1. Language Learning: Given that functionality of technology received the highest rating, technology interactivity and support seems to be one of the most-valued factors in language education. The ratings for the language learning category revealed scores without much fluctuation in terms of the average score in each criterion (2.89). In the language education Websites, the highest score was on the potential for learning (3.1), whereas the lowest score was on the potential for life changing experiences (2.63). Four language learning Web sites were rated among the top Websites, including BBC Learning English, ChinesePod, EnglishPod, and Live Mocha.
2. Outdoor and Adventure Learning: We also explored outdoor, adventure, and environmental learning. This category was tied with virtual education for the highest average overall score (3.01). The highest score for outdoor and adventure learning was on the uniqueness of the learning environment (3.65) and the lowest score was in regards to the novelty of technology (2.57). This finding is parallel to the general notion in which adventure learning is effectively promoted as providing rich, authentic, and meaningful learning environments. Four adventure learning Websites were selected as top rated, including Earthducation, Explore, Jon Bowermaster, and Nautilus Live.
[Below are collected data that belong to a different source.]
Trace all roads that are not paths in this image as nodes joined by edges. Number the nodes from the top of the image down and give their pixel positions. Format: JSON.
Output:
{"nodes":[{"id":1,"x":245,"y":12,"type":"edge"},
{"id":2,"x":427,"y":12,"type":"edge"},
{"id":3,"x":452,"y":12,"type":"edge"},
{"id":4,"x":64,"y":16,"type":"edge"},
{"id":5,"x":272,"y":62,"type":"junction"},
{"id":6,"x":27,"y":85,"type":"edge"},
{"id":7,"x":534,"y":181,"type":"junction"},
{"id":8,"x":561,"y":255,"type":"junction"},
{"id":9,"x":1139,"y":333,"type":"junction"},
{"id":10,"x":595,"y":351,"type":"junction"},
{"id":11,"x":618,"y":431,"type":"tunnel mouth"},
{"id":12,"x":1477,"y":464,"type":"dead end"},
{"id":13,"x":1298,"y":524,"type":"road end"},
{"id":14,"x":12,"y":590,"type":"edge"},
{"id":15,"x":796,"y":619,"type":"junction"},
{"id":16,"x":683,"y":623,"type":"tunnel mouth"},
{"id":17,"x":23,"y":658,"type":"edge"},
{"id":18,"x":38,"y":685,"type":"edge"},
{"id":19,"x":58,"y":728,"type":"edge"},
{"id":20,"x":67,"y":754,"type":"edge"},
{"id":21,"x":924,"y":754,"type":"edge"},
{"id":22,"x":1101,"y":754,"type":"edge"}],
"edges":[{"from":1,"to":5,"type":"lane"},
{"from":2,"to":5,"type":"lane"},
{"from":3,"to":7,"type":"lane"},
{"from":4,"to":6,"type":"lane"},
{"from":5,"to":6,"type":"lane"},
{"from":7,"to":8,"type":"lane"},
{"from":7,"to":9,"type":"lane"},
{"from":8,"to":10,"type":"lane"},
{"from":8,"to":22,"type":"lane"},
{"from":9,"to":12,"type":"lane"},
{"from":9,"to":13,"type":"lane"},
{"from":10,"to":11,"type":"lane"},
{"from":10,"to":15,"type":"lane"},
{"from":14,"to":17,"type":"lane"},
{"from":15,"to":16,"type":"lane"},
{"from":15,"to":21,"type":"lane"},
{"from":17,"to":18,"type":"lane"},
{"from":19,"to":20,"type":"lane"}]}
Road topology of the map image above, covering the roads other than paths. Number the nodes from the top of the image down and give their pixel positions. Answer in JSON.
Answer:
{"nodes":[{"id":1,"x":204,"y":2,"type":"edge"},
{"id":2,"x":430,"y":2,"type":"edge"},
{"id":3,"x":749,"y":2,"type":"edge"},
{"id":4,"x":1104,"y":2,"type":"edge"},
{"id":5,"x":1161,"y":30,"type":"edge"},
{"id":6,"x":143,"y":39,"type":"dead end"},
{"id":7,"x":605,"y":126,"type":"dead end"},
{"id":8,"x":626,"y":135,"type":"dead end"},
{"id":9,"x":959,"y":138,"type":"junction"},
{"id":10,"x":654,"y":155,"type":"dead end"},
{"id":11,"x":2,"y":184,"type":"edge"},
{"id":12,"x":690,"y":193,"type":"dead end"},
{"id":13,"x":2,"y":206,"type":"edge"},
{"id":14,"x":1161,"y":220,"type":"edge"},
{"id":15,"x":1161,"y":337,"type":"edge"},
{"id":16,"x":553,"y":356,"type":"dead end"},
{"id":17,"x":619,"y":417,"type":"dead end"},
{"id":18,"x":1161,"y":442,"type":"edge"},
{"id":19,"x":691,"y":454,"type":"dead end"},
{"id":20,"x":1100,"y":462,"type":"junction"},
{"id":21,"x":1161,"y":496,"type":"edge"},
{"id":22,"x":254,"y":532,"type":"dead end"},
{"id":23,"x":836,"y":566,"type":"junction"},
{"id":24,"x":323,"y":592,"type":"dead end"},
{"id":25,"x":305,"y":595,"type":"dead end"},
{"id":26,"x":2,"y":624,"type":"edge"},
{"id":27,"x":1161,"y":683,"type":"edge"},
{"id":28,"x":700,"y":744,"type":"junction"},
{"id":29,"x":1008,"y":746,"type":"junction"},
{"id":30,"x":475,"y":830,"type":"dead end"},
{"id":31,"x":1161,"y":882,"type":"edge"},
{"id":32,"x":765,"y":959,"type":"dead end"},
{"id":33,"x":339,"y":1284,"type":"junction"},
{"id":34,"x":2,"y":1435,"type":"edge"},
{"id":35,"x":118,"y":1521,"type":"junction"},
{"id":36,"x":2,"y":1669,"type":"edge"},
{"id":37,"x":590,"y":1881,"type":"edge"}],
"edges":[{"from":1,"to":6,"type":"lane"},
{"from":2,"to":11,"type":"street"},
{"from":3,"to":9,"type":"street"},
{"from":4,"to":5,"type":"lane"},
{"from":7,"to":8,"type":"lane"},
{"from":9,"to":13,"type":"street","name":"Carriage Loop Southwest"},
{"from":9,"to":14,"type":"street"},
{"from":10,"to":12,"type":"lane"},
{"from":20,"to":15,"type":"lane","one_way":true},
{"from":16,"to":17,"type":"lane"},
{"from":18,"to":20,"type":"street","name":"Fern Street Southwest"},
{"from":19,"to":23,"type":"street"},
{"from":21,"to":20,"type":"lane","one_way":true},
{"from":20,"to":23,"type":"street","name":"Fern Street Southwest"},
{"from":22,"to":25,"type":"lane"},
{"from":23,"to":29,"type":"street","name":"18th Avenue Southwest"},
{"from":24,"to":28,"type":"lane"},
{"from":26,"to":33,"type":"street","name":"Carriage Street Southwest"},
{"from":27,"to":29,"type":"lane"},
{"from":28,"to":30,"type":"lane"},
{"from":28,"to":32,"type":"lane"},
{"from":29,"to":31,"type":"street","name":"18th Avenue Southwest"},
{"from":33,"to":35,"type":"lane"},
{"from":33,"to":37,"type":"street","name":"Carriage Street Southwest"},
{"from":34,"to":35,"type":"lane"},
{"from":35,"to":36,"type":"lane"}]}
3. Social Change and Global Learning: Most of our scores on the social change and global learning category were below the average scores across all Web sites (i.e., 2.96). The highest score for social change and global education was on the potential for life change (2.93); which was expected. These findings were attributed to the distinctive nature of social change and global learning category. In effect, one of the common features of social change Websites include being inspirational and motivational, rather than directly providing educational materials. Only one Website was selected as a top rated Website in this category, namely, iCivics.
4. Virtual Education: Taking into consideration that many open learning resources include Websites that are freely available and open to the public, such as the popular MIT OpenCourseWare project, the high score in potential for learning (3.39) and content richness (3.39) for virtual education Websites was not too surprising. We believe that the low score on novelty of technology (2.82) was directly related to the fundamental role of virtual education in schools and universities today; such institutions tend to be conservative by nature. Impressively, nine Virtual Education Wedsites were selected as top rated. These sites included Ed Tech talk, the Florida Virtual School, John Hopkins OpenCourseWare, Khan Academy, MIT OpenCourseWare, MIT OpenCourseWare Highlights for High School, NASA for Educators, Open University UK-OpenLearn, and the Smithsonian.
5. Learning Portals: We also rated the Websites that were essentially Learning Portals. Not surprisingly, the highest score for learning portals was on the content richness (3.19). At the same time, the lowest score was for the learning portals we evaluated was related to the novelty of the technology (2.49). Only one Website was selected as a top rated Websites; namely MERLOT.
6. Shared online video: Considering that many online lectures and programs are delivered through video channels and that many high production news broadcasts are now available on the Web for millions of potential viewers, it seems reasonable that Shared Online Video had the highest overall score (3.25). Specifically, the highest rated element for this category was related to the Functionality of Technology (3.41) and the lowest score was on the novelty of the technology utilized (3.00). Six Websites were selected as top rated in terms of shared online video. These sites included Academic Earth, Discovery News Video, Explo.tv, Link TV, National Geographic Education, and Wonder How To Videos.